BEGIN MATERIAL PROVIDED

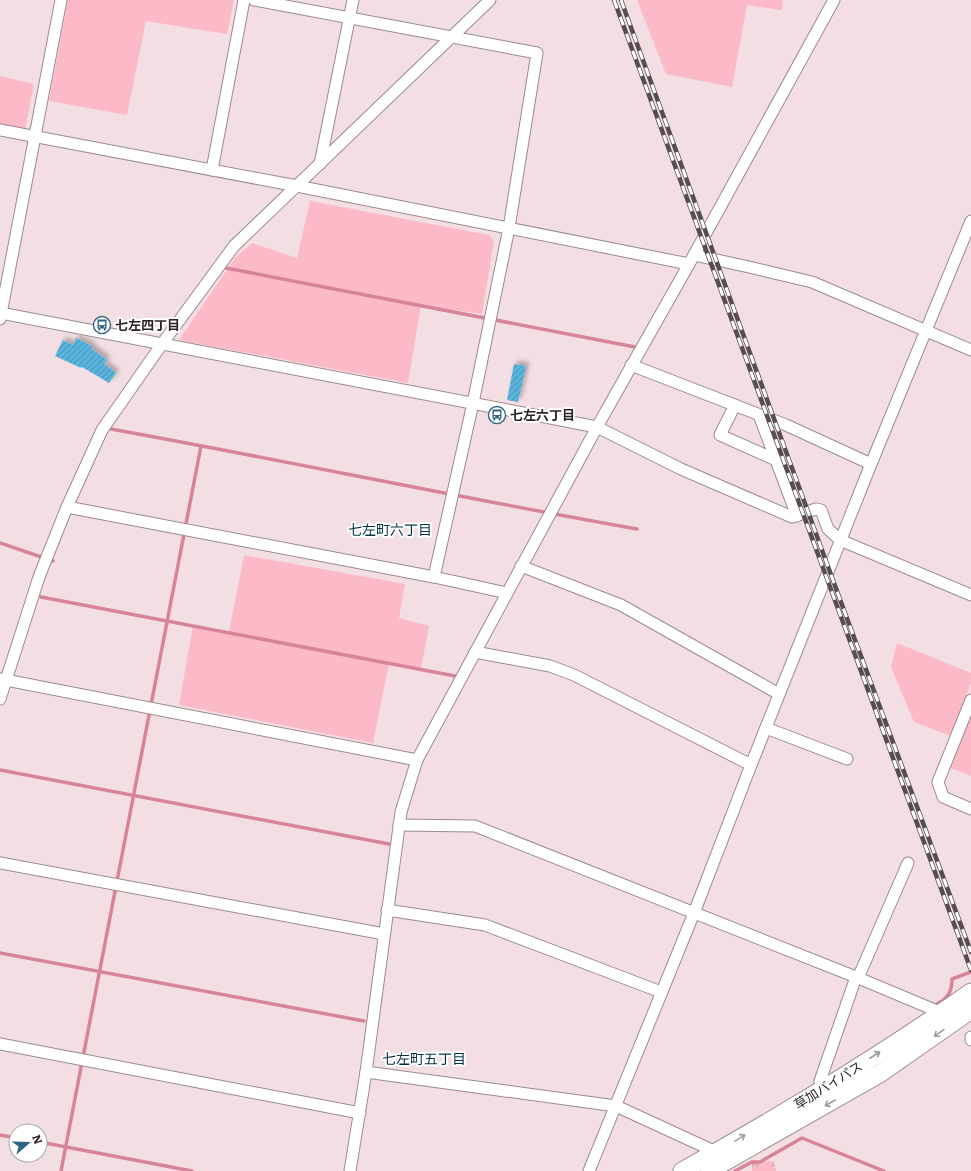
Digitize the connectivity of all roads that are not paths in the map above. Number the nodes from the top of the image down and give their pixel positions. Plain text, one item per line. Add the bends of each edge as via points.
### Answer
1 (60, 0) edge
2 (244, 0) edge
3 (254, 0) edge
4 (353, 0) edge
5 (490, 0) edge
6 (834, 0) edge
7 (350, 18) junction
8 (452, 36) junction
9 (0, 130) edge
10 (35, 137) junction
11 (320, 164) junction
12 (212, 170) junction
13 (297, 186) junction
14 (971, 221) edge
15 (509, 228) junction
16 (691, 260) junction
17 (0, 315) edge
18 (926, 331) junction
19 (162, 344) junction
20 (971, 350) edge
21 (631, 365) junction
22 (473, 403) junction
23 (734, 405) junction
24 (760, 415) junction
25 (597, 426) junction
26 (776, 460) junction
27 (871, 464) junction
28 (66, 507) junction
29 (797, 516) junction
30 (840, 540) junction
31 (521, 566) junction
32 (434, 577) junction
33 (507, 593) junction
34 (971, 595) edge
35 (475, 652) junction
36 (3, 680) edge
37 (779, 694) junction
38 (0, 699) edge
39 (971, 700) edge
40 (766, 728) junction
41 (847, 759) dead end
42 (417, 760) junction
43 (751, 765) junction
44 (971, 809) edge
45 (399, 825) junction
46 (0, 863) edge
47 (908, 863) dead end
48 (387, 910) junction
49 (694, 913) junction
50 (384, 934) junction
51 (857, 977) junction
52 (661, 992) junction
53 (971, 992) edge
54 (971, 1011) edge
55 (942, 1013) junction
56 (971, 1037) edge
57 (971, 1040) edge
58 (0, 1044) edge
59 (366, 1072) junction
60 (823, 1089) junction
61 (616, 1106) junction
62 (360, 1113) junction
63 (716, 1152) junction
64 (350, 1171) edge
65 (589, 1171) edge
66 (682, 1171) edge
67 (709, 1171) edge

1 - 10 street
2 - 12 street
3 - 7 street
4 - 7 street
5 - 8 street
6 - 16 street
7 - 8 street
7 - 11 street
8 - 11 street
8 - 15 street via 537,53
9 - 10 street
10 - 12 street
10 - 17 street
11 - 13 street
12 - 13 street
13 - 15 street
13 - 19 street via 234,246
14 - 18 street
15 - 16 street
15 - 22 street
16 - 18 street via 749,267 812,282
16 - 21 street
17 - 19 street
18 - 20 street
18 - 27 street
19 - 22 street
19 - 28 street via 102,430
21 - 23 street
21 - 25 street
22 - 25 street
22 - 32 street
23 - 24 street
23 - 26 street via 720,435
24 - 26 street
24 - 27 street
25 - 29 street via 681,469 792,517
25 - 31 street
26 - 29 street
27 - 30 street
28 - 32 street
28 - 36 street
29 - 30 street via 816,509 821,510 828,529
30 - 34 street
30 - 37 street
31 - 33 street
31 - 37 street via 622,605
32 - 33 street
33 - 35 street
35 - 42 street
35 - 43 street via 550,666 574,675
36 - 38 street
36 - 42 street
37 - 40 street
39 - 44 street via 938,782 943,798
40 - 41 street
40 - 43 street
42 - 45 street
43 - 49 street
45 - 48 street
45 - 49 street via 475,826
46 - 50 street
47 - 51 street
48 - 50 street
48 - 52 street via 485,925
49 - 51 street
49 - 52 street
50 - 59 street
51 - 55 street
51 - 60 street via 820,1081
52 - 61 street
53 - 55 highway, 草加バイパス
54 -> 67 highway, 草加バイパス via 881,1073
60 -> 55 highway, 草加バイパス
56 - 57 street
58 - 62 street
59 - 61 street
59 - 62 street
63 -> 60 highway, 草加バイパス
61 - 63 street
61 - 65 street
62 - 64 street
63 - 66 highway, 草加バイパス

END MATERIAL PROVIDED

### TASK INSTRUCTIONS
Scan the data above, please, and give the number of lines where the word "highway" occurs, with no further text.

### YOUR RESPONSE
5